:: DATA FOR REVIEW ::
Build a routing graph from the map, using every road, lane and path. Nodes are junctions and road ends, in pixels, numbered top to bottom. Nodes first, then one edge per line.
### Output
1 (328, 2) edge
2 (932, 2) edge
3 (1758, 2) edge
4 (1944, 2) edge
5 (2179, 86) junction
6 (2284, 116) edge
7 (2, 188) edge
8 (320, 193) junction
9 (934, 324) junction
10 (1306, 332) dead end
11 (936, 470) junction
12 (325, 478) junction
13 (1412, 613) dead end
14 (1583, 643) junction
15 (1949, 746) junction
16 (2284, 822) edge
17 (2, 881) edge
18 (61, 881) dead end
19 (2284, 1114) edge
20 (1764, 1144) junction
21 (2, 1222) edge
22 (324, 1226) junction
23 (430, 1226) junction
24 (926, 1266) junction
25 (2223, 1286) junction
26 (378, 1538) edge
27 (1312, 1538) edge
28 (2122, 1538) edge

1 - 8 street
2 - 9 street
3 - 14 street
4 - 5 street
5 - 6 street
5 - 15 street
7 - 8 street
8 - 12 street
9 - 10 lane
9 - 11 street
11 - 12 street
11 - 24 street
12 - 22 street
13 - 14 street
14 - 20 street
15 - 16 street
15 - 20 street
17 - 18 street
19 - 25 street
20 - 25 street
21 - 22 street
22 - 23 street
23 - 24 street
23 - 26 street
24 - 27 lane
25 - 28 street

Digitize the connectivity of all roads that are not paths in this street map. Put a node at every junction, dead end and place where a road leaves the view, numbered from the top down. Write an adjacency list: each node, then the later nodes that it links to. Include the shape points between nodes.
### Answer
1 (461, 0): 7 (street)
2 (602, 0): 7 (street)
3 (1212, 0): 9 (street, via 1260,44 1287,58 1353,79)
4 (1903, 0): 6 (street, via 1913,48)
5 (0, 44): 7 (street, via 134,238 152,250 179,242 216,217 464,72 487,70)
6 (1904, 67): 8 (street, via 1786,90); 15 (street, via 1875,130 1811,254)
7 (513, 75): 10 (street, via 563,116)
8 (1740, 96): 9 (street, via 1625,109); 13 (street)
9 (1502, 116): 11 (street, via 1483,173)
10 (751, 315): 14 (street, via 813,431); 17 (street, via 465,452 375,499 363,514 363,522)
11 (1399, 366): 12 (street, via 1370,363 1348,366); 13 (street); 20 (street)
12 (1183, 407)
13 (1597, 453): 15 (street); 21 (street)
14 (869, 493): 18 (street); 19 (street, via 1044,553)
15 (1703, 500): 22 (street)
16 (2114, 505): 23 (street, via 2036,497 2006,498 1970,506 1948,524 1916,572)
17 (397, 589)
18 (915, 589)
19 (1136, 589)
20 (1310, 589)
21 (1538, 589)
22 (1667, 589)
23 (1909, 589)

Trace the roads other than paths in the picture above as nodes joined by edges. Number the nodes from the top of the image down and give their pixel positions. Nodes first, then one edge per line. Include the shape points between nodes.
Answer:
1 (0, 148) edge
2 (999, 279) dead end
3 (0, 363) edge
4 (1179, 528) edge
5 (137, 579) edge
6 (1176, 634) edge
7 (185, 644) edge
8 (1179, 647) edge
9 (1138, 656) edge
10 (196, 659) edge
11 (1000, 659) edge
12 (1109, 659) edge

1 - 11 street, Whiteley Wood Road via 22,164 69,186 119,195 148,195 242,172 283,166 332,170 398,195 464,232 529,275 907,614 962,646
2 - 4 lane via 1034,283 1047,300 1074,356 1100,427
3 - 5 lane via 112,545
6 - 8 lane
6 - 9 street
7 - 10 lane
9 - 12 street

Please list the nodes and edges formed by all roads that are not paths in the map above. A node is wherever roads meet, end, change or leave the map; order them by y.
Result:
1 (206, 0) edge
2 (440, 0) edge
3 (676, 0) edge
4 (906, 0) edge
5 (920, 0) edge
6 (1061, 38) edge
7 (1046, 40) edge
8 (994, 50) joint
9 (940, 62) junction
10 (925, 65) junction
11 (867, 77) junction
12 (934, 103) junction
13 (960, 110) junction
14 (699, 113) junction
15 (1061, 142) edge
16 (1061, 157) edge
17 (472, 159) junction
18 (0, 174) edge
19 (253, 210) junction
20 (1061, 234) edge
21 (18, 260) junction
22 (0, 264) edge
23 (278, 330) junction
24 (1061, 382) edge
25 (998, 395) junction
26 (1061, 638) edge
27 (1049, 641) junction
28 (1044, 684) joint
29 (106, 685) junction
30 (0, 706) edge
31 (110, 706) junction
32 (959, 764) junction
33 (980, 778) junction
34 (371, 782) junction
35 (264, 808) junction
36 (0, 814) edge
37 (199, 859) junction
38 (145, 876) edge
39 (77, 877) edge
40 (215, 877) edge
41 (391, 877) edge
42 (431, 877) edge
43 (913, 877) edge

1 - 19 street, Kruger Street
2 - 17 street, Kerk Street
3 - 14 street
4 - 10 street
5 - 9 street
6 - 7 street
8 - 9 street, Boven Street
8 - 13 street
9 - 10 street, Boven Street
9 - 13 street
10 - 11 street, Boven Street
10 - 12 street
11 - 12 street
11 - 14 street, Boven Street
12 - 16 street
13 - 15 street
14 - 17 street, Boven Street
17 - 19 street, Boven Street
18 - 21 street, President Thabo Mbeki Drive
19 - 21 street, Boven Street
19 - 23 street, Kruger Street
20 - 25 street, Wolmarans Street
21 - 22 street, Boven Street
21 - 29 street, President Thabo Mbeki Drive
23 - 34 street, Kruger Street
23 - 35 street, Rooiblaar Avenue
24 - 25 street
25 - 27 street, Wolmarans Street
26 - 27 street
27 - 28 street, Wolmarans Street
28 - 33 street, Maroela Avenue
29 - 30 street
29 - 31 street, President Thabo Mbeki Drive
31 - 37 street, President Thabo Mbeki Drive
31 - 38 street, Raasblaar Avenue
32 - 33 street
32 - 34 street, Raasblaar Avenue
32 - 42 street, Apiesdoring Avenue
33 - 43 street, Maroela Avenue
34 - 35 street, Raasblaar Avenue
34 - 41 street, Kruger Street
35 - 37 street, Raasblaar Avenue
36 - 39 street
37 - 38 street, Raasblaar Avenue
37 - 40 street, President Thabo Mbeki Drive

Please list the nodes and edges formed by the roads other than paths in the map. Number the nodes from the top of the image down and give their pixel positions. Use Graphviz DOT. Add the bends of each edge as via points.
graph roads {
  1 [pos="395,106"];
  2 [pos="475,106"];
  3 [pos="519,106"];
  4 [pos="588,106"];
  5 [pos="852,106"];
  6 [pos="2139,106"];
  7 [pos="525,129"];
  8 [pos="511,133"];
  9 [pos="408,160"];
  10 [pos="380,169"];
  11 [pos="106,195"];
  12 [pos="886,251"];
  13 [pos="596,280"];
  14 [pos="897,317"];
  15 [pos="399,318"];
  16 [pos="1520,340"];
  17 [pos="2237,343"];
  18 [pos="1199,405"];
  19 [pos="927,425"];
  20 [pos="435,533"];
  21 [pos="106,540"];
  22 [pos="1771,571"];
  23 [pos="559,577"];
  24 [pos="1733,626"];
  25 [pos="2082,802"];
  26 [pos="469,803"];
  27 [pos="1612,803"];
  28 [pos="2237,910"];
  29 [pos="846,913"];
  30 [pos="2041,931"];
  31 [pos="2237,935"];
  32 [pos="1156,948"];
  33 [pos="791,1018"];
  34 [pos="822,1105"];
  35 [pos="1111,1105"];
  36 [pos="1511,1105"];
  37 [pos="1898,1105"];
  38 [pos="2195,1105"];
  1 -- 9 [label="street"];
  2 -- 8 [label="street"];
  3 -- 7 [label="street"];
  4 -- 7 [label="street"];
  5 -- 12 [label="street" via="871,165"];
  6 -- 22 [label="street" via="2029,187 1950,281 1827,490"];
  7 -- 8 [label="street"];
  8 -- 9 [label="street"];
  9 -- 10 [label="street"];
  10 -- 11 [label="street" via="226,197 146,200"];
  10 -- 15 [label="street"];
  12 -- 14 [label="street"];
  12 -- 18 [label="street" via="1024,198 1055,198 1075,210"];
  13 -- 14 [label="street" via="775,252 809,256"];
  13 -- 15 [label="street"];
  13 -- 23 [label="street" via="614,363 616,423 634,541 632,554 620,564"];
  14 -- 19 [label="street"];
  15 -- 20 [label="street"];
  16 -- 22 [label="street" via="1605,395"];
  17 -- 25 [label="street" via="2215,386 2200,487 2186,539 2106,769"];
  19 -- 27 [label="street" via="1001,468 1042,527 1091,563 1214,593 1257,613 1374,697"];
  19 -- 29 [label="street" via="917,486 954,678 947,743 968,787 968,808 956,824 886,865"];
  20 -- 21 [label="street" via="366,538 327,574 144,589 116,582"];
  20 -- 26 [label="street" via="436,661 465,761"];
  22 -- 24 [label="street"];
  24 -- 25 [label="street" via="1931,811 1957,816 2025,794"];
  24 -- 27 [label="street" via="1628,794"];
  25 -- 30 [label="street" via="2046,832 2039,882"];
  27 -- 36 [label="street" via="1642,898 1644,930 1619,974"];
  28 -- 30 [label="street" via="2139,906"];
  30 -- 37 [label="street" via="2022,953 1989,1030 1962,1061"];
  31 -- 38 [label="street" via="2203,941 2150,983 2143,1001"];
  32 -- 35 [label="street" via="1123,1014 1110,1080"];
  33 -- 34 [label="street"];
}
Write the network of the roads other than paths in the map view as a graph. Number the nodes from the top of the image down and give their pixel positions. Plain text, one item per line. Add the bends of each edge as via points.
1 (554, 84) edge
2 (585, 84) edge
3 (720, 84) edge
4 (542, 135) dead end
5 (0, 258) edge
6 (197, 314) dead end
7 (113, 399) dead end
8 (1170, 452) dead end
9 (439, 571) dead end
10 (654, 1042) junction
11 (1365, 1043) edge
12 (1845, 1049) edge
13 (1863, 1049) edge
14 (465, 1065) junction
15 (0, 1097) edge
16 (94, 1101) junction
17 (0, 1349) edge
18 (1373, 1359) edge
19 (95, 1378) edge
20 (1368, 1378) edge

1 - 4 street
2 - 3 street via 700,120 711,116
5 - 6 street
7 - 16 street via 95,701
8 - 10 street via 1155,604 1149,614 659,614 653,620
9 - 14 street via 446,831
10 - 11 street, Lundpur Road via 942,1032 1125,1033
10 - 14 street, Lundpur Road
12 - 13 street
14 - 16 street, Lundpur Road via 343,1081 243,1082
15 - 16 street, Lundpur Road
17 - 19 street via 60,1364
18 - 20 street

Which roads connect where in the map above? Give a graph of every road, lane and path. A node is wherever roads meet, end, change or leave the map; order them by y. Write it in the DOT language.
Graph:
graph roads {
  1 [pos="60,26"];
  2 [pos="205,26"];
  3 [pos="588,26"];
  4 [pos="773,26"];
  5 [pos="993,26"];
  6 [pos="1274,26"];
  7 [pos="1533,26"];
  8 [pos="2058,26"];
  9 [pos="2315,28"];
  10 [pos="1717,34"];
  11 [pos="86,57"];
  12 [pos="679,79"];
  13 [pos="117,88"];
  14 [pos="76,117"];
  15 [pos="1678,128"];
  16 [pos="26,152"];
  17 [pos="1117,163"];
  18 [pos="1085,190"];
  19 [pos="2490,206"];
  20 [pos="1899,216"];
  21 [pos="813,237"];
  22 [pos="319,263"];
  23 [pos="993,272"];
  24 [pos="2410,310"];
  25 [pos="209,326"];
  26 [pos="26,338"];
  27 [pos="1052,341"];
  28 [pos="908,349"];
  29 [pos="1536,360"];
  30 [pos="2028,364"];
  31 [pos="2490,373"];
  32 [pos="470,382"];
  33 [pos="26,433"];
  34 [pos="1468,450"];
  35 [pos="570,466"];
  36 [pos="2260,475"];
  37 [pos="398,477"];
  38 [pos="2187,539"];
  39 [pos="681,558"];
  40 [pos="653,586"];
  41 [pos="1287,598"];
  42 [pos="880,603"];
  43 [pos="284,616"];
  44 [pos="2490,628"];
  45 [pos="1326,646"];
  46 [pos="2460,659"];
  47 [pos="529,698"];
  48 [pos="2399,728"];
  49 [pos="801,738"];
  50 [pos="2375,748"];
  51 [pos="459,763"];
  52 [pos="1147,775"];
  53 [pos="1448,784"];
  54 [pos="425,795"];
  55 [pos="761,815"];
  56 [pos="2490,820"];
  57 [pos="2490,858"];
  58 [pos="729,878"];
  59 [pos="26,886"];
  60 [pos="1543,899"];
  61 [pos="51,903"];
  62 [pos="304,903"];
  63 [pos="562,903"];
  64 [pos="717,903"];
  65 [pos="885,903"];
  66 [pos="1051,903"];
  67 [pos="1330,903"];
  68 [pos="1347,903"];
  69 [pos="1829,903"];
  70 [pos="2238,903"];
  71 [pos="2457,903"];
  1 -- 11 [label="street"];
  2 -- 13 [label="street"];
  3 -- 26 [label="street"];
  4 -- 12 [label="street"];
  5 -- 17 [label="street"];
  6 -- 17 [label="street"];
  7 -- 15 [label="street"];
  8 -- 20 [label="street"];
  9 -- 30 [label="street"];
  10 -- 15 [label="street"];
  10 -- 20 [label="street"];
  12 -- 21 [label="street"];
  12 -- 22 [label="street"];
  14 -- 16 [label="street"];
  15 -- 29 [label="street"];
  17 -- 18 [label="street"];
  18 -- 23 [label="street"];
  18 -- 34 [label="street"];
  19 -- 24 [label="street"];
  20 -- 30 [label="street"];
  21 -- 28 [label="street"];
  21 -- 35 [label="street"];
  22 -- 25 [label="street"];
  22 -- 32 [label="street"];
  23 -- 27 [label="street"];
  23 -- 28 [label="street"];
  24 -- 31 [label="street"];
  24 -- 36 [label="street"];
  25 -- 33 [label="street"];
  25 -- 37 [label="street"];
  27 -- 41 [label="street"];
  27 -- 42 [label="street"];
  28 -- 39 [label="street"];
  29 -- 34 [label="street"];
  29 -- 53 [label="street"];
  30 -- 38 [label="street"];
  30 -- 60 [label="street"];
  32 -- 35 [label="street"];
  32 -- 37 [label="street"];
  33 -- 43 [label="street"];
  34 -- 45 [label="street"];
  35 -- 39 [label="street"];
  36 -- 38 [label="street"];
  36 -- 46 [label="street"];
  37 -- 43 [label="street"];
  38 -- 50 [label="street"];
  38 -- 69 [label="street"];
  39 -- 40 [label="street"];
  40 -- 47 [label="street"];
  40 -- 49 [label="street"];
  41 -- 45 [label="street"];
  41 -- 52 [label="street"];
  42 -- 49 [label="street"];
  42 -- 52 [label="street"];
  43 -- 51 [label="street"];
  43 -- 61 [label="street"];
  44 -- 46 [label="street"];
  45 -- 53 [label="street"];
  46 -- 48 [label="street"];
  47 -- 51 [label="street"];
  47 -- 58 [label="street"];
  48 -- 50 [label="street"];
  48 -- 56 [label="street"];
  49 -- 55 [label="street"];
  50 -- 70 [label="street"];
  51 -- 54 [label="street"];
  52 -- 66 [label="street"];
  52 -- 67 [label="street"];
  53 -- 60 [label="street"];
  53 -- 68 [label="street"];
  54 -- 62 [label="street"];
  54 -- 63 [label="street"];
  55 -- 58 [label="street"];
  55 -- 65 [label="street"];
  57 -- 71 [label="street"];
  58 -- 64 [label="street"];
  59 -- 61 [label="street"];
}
:::
▶ REQUIRED WORK: In the records above, find every line containing the word "them" and show it.

▶ EXERCISE RESULT:
Please list the nodes and edges formed by all roads that are not paths in the map above. A node is wherever roads meet, end, change or leave the map; order them by y.
Which roads connect where in the map above? Give a graph of every road, lane and path. A node is wherever roads meet, end, change or leave the map; order them by y. Write it in the DOT language.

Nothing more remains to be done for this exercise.